Sermon (April 6/Lent) “Wilderness Challenges: Our Focus” by Rev. Robert McDowell


April 6, 2025
Beulah UMC & Oak Grove UMC

      During this season of Lent, we have been spending time with Jesus in the wilderness and facing various challenges that can help us to have an even stronger faith. So far, we have faced the challenge of our identity, our trust, our passion, our healing, and this week’s challenge is related to our focus.


     Staying focused is not an easy thing to do in our day to day living. When was the last time you had a conversation with someone without somebody’s phone sending either a text message or some news alert? Our family loves to send group text messages so it’s not uncommon for me to receive 15 to 20 text messages in a span of less than ten minutes.

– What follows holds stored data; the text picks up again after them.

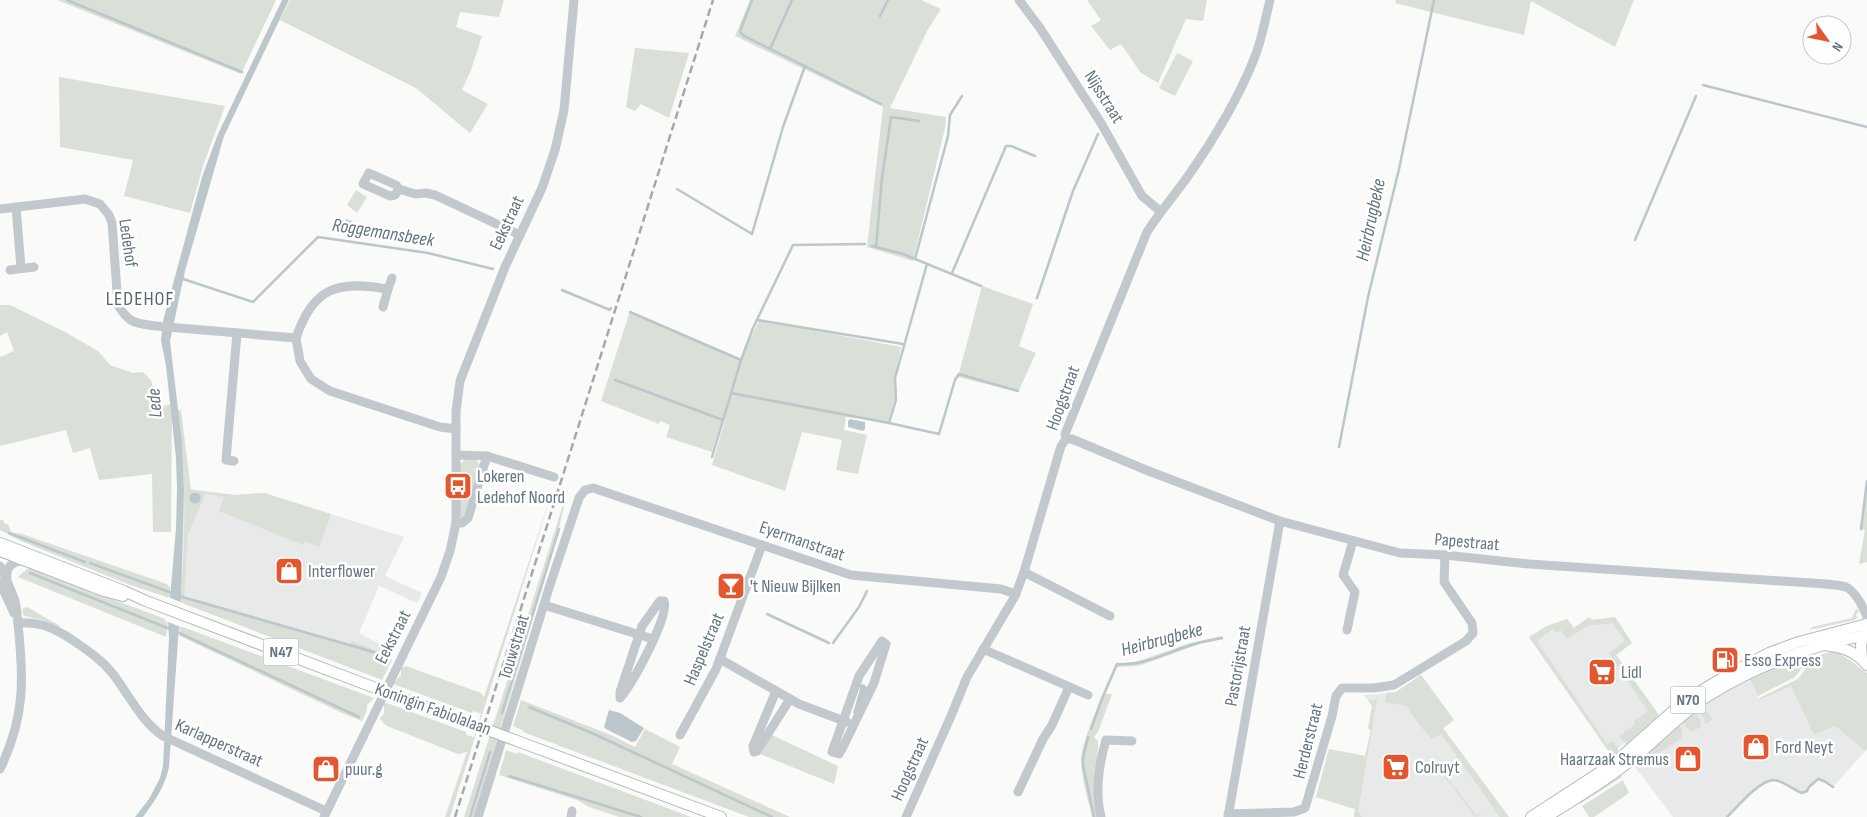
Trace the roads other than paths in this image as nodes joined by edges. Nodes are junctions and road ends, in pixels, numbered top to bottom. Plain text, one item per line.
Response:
1 (574, 0) edge
2 (1019, 0) edge
3 (1270, 0) edge
4 (398, 189) dead end
5 (16, 207) junction
6 (0, 208) edge
7 (1160, 211) junction
8 (520, 235) junction
9 (34, 267) dead end
10 (21, 268) junction
11 (10, 270) dead end
12 (392, 278) dead end
13 (388, 289) junction
14 (383, 307) dead end
15 (237, 333) junction
16 (296, 338) junction
17 (456, 429) junction
18 (1066, 440) junction
19 (456, 455) junction
20 (487, 456) junction
21 (226, 460) dead end
22 (554, 477) dead end
23 (585, 490) joint
24 (1280, 521) junction
25 (456, 523) junction
26 (1353, 541) junction
27 (0, 543) edge
28 (762, 544) junction
29 (0, 551) edge
30 (1445, 555) junction
31 (29, 562) junction
32 (0, 566) edge
33 (1024, 572) junction
34 (3, 582) edge
35 (1016, 594) junction
36 (146, 601) junction
37 (0, 605) edge
38 (544, 605) junction
39 (14, 607) junction
40 (1110, 616) dead end
41 (1867, 617) edge
42 (18, 622) junction
43 (1347, 630) dead end
44 (1866, 630) edge
45 (639, 634) junction
46 (653, 638) junction
47 (1821, 645) junction
48 (983, 649) junction
49 (720, 659) junction
50 (1865, 662) edge
51 (859, 676) junction
52 (874, 683) junction
53 (1069, 687) junction
54 (776, 691) junction
55 (1088, 695) dead end
56 (790, 700) junction
57 (843, 720) junction
58 (855, 725) junction
59 (680, 735) dead end
60 (1132, 741) dead end
61 (5, 747) edge
62 (0, 770) edge
63 (1018, 792) dead end
64 (325, 814) edge
65 (1228, 816) edge
66 (478, 817) edge
67 (721, 817) edge
68 (906, 817) edge
69 (1101, 817) edge
70 (1531, 817) edge
71 (1546, 817) edge

1 - 8 street, Eekstraat
2 - 7 street, Nijsstraat
3 - 7 street, Hoogstraat
4 - 8 street
5 - 6 street, Ledehof
5 - 10 street
5 - 15 street, Ledehof
7 - 18 street, Hoogstraat
8 - 17 street, Eekstraat
9 - 10 street
10 - 11 street
12 - 13 street
13 - 14 street
13 - 16 street
15 - 16 street, Ledehof
15 - 21 street
16 - 17 street
17 - 19 street, Eekstraat
18 - 24 street, Papestraat
18 - 33 street, Hoogstraat
19 - 20 street
19 - 25 street, Eekstraat
20 - 22 street
20 - 25 street
23 - 28 street, Eyermanstraat
23 - 38 street, Touwstraat
24 - 26 street, Papestraat
24 - 65 street, Pastorijstraat
25 - 64 street, Eekstraat
26 - 30 street, Papestraat
26 - 43 street
27 - 36 main road, Koningin Fabiolalaan / N47
28 - 35 street, Eyermanstraat
28 - 49 street, Haspelstraat
29 - 31 main road, Koningin Fabiolalaan / N47
30 - 41 street, Papestraat
30 - 65 street, Herderstraat
31 - 34 street
31 - 36 main road, Koningin Fabiolalaan / N47
32 - 34 street
33 - 35 street, Hoogstraat
33 - 40 street
34 - 39 street
35 - 48 street, Hoogstraat
36 - 67 main road, Koningin Fabiolalaan / N47, bridge
37 - 39 street
38 - 45 street
38 - 66 street, Touwstraat
39 - 42 street
42 - 61 street
42 - 64 street, Karlapperstraat
44 - 47 main road, N70
44 - 50 main road
44 - 70 main road, N70
45 - 46 street
45 - 46 street
45 - 46 street
47 - 50 main road
47 - 71 main road, N70
48 - 53 street
48 - 68 street, Hoogstraat
49 - 54 street
49 - 59 street, Haspelstraat
51 - 52 street
51 - 52 street
51 - 57 street
52 - 58 street
53 - 55 street
53 - 63 street
54 - 56 street
54 - 56 street
56 - 57 street
57 - 58 street
57 - 58 street
60 - 69 street
61 - 62 street

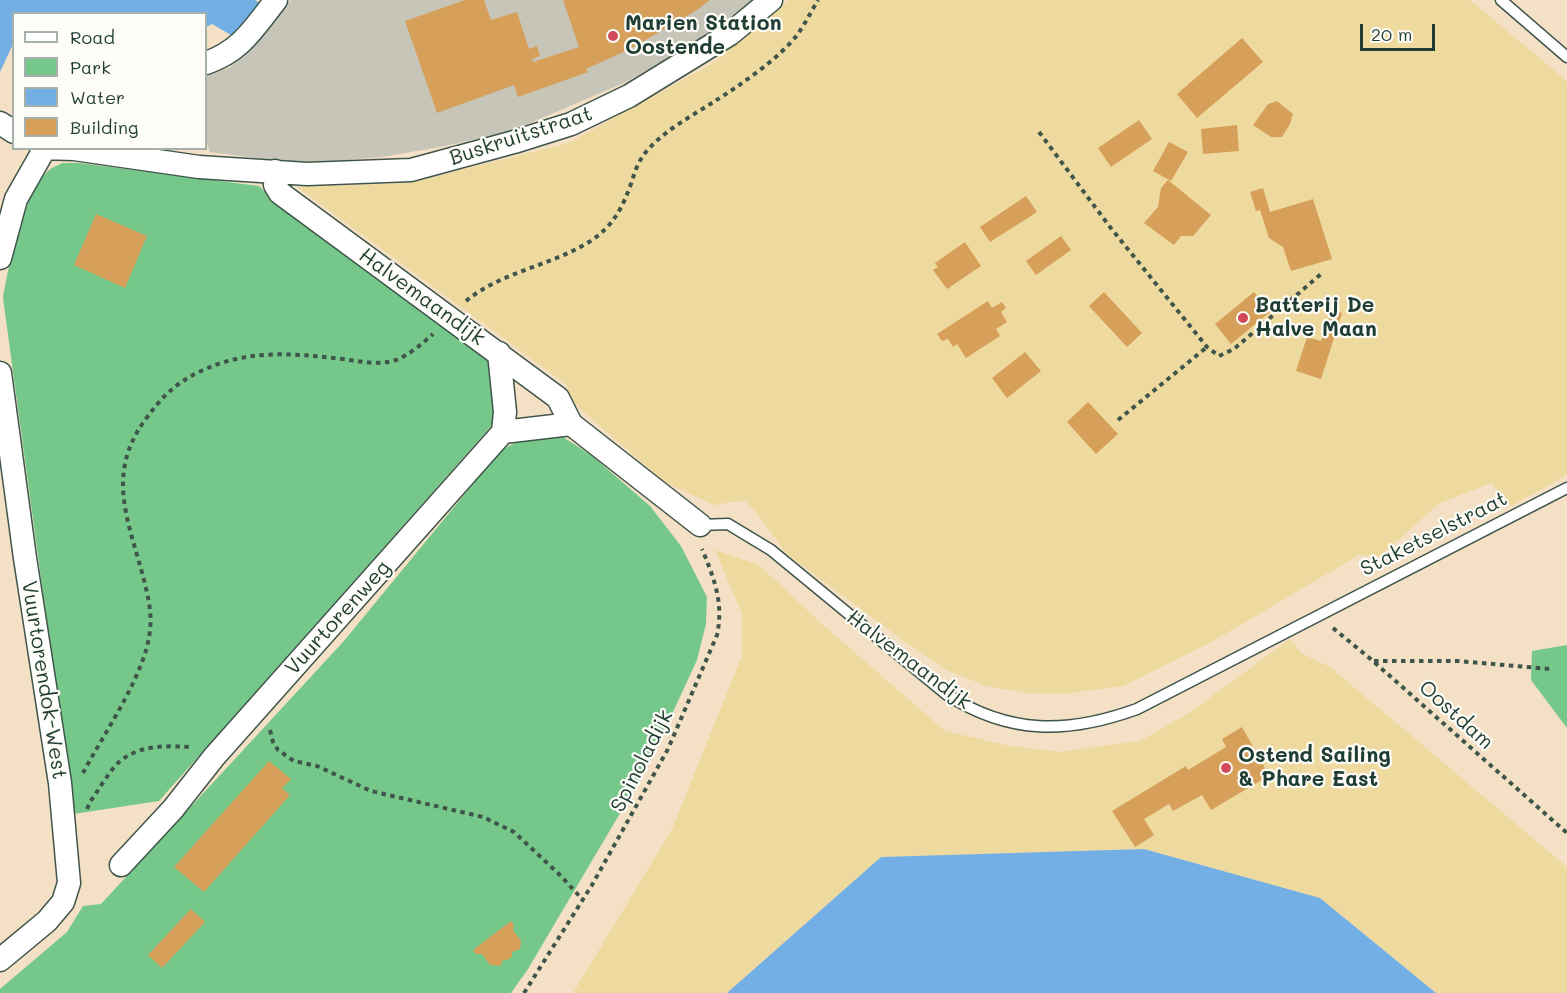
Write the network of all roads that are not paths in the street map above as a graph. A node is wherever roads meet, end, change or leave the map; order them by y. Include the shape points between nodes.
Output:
1 (771, 0) edge
2 (1501, 0) edge
3 (273, 4) edge
4 (1567, 57) edge
5 (207, 63) edge
6 (42, 150) edge
7 (81, 150) edge
8 (275, 171) junction
9 (0, 258) edge
10 (499, 353) junction
11 (0, 373) edge
12 (571, 424) junction
13 (503, 432) junction
14 (1567, 488) edge
15 (700, 525) joint
16 (1319, 616) joint
17 (121, 865) dead end
18 (0, 960) edge

1 - 8 street, Buskruitstraat via 730,33 629,96 571,124 411,170 307,174
2 - 4 lane
3 - 5 street via 243,42
6 - 9 street via 16,199
7 - 8 street, Buskruitstraat via 199,167
8 - 10 street, Halvemaandijk via 275,185 280,193
10 - 12 street, Halvemaandijk via 558,398
10 - 13 street via 505,412
11 - 18 street, Vuurtorendok-West via 60,783 69,883 63,902 47,921
12 - 13 street
12 - 15 street, Halvemaandijk
13 - 17 street, Vuurtorenweg
14 - 16 lane, Staketselstraat
15 - 16 lane, Halvemaandijk via 728,524 754,539 946,694 984,715 1026,726 1075,725 1137,709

     Usually, I like receiving these texts except when I’m trying to read an interesting article, prepare a sermon, or set up for a golf shot. Ding-ding-ding-ding-ding-ding-ding-ding, duhding . These messages are sent at a furious pace.


     Sometimes, I have to politely say to please remove me from the group text thread. Most of the time, these are fun to receive but they can also be very distracting when you’re trying to focus.


     One of the reasons that we are invited to spend these forty days in the wilderness is so that we can give more focus to our faith and our relationship with God. Maybe this is why Jesus was sent into the wilderness to prepare for his ministry rather than to the hustle and bustle of the city of Jerusalem.


     Cell phones are useless in the wilderness. And there’s no Netflix. But there’s lots of hiking. Lots of gazing at the stars. And a lot of time to… well to just think and pray.


     Our Gospel reading today offers us a wonderful request that was made by some Greek speaking people who wanted to meet Jesus. They went to one of Jesus’ disciples and said, “Sir, we would see Jesus.”


     This one short request has made its way into several pulpits. You’ll fine it engraved on a plate attached to the pulpit to remind the preacher who is about to speak that his or her main focus as a preacher should always be to help people meet Jesus. That’s it. That’s the purpose of preaching.


     “Sir, we would see Jesus.”


     I want to offer some important ways that can help us keep our focus on spending time with Jesus in a world that bombards us with of lots of ding-ding sounds.


     How can we stay focused on Jesus?


     Several years ago, Bishop Bruce Ough was my bishop of our West Ohio Conference. When Bishop Ough first came to our conference, he encouraged pastors and laity to actually schedule times to meet with Jesus. Yes, that’s right. Schedule times to meet with Jesus.


     He uses a plan that he encouraged us to use as well. He calls it the 1-1-1 Plan. It’s pretty simple. He schedules time with Jesus by spending one hour each day in prayer and scripture reading. He also spends one full weekend a month with Jesus. And then he spends one week a year with Jesus.


     This 1-1-1 Plan helps him to keep his focus on Jesus. It’s an intentional way of blocking out the distractions so that he can keep his focus on God.

 

     My plan is a little different. I do spend each day and specifically each morning with Jesus through prayer and the reading of scripture.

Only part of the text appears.